Further, it is possible to simplify the design of the fuel supply system by configuring the evaporating gas generated when the LNG is pumped or the boosted evaporating gas exceeding the required amount of the engine fuel to be introduced into the common re-liquefaction unit.

1 schematically shows a fuel supply system according to a first embodiment of the present invention.
Fig. 2 schematically shows a fuel supply system according to a second embodiment of the present invention.

In order to fully understand the present invention, operational advantages of the present invention, and objects achieved by the practice of the present invention, reference should be made to the accompanying drawings and the accompanying drawings which illustrate preferred embodiments of the present invention.

Hereinafter, the present invention will be described in detail with reference to the preferred embodiments of the present invention with reference to the accompanying drawings. Like reference symbols in the drawings denote like elements.

1 schematically shows a fuel supply system according to a first embodiment of the present invention.

In the system of FIG. 1, the boil off gas generated in the storage tank T of the ship or the sea structure is supplied to the compressor 10 through the first line L1 to compress the compressed BOG, Liquefied in the system (20) and transferred to the storage tank (T).

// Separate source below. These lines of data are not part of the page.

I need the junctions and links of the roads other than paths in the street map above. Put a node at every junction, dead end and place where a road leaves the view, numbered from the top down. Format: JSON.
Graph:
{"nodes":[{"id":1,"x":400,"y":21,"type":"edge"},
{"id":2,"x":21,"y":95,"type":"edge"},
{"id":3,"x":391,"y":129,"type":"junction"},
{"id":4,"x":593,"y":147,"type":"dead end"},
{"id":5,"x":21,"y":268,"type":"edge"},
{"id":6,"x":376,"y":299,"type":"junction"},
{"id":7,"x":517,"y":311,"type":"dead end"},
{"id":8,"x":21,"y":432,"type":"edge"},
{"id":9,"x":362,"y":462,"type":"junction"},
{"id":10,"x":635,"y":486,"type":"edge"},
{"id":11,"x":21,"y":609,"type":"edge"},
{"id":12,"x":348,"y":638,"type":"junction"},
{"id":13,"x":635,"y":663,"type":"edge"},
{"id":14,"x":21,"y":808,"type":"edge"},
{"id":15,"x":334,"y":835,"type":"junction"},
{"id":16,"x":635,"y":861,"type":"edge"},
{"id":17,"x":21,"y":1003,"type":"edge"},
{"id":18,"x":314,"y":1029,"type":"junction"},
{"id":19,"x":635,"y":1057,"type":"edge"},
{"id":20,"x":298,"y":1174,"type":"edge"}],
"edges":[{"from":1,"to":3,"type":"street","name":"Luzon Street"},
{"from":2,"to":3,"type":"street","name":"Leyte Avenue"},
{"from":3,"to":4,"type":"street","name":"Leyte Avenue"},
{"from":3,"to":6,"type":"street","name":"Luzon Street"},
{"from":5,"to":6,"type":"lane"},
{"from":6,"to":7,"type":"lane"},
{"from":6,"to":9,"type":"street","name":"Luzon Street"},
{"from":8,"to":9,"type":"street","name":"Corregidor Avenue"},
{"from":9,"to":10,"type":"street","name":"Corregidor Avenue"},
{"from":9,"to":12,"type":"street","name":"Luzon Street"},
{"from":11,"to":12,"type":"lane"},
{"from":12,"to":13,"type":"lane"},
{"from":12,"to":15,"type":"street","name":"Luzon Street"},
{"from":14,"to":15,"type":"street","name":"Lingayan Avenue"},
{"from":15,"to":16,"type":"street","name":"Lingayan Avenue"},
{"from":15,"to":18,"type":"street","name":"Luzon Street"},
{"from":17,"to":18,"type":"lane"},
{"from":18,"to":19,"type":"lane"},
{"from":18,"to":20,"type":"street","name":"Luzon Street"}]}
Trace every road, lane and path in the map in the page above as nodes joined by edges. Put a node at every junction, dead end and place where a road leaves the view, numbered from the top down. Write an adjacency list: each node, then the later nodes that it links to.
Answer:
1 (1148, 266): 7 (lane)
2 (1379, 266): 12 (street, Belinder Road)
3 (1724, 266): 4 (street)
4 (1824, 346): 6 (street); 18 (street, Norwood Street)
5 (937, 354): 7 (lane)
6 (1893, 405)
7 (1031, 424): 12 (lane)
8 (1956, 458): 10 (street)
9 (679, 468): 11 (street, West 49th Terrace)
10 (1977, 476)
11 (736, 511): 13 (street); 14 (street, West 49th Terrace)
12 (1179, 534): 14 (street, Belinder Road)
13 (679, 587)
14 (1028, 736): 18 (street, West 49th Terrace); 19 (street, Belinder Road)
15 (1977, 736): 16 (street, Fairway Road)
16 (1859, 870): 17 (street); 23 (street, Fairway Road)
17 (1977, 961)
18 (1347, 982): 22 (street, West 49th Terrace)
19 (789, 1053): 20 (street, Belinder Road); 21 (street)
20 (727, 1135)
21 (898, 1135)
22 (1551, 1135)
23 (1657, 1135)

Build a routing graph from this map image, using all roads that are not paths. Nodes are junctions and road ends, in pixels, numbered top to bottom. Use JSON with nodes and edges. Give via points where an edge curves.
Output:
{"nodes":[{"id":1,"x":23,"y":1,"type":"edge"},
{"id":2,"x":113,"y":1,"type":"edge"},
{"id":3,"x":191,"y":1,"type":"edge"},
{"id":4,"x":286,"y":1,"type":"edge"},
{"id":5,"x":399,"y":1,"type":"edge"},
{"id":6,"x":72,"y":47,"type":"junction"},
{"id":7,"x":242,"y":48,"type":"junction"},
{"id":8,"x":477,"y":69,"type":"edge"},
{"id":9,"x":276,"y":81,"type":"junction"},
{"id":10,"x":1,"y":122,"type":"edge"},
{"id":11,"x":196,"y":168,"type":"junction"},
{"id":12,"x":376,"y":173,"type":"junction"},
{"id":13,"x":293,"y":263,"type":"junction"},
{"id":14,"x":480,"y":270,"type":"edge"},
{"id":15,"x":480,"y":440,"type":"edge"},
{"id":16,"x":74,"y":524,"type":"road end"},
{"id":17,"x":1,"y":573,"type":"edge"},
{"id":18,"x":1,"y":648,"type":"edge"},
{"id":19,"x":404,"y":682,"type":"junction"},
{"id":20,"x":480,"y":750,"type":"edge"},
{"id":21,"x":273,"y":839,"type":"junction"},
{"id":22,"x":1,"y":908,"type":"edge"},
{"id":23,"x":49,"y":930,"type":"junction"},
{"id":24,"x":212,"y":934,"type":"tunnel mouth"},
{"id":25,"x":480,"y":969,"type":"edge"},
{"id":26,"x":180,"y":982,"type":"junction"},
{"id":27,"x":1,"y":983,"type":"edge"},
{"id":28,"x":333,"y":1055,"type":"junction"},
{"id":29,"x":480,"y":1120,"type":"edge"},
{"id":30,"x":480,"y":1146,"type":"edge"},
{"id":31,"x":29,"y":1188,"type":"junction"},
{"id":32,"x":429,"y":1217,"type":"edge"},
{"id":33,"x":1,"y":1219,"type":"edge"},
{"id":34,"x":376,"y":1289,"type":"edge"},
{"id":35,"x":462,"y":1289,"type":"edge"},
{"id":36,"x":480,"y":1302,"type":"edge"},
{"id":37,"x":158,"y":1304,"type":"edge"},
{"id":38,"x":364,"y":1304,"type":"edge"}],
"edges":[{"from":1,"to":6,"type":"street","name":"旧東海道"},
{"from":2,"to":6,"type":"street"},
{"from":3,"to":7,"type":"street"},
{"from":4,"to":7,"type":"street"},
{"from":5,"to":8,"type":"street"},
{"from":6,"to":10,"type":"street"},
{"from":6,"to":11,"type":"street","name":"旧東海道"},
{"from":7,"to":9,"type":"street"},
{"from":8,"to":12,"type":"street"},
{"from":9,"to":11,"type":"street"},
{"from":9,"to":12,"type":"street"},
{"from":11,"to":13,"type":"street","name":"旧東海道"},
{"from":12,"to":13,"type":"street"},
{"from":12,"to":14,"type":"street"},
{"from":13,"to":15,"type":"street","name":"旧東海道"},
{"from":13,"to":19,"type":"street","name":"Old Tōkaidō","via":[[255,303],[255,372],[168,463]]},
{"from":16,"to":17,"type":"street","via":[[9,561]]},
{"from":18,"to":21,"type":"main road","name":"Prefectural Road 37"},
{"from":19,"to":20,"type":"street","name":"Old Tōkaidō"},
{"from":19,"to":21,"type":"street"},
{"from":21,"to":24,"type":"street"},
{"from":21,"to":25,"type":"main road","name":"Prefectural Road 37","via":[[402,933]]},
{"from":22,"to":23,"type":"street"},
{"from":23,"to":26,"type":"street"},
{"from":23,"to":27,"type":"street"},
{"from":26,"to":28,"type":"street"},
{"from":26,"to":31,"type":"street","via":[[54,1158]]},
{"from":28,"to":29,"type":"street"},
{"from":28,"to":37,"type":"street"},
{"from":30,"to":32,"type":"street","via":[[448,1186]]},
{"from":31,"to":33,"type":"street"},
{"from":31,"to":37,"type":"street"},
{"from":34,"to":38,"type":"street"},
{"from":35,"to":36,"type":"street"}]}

Since the BOG to be introduced into the liquefaction system is compressed to 45 to 320 bar, the compressor can be configured in multiple stages, and the BOG through a part of the multi - stage compressors can be branched as needed, ) Or GCU (Gas Combustion Unit).

The main engine of the ship or the offshore structure is supplied with fuel via the second line (L2) from the storage tank (T) to the pump (P). The second line is provided with a high-pressure pump 30 for compressing the pumped LNG according to the required pressure of the main engine. If the main engine is an ME-GI (Man Electric Gas Injection) engine, for example, To 150 to 400 bar.

The ME-GI engine is a high-pressure natural gas injection engine for LNG carriers developed to reduce nitrogen oxides (NOx) and sulfur oxides (SOx) emissions. The ME-GI engine can be installed on marine structures such as LNG carriers that store LNG (Liquefied Natural Gas) in a cryogenic storage tank (T), and use natural gas as the fuel. Depending on the load A gas supply pressure of about 150-400 bara (absolute pressure) is required. Compared with a diesel engine of the same output, pollutant emissions can be reduced by 23% of carbon dioxide, 80% of nitrogen compounds and 95% of sulfur compounds It is attracting attention as a next-generation eco-friendly engine.

In this embodiment and a second embodiment to be described later, such an ME-GI engine can be applied to a ship or a marine structure engine.

The LNG compressed in the high-pressure pump 30 is supplied to the fuel of the main engine via the vaporizer 40. [ Since LNG compressed at high pressure is in a supercritical state, the phase change does not occur in the vaporizer, and heat energy is supplied through the vaporizer.

On the other hand, some of the evaporated gas passing through the re-liquefaction system may be supplied to the main engine through the high-pressure pump through the recondenser 50.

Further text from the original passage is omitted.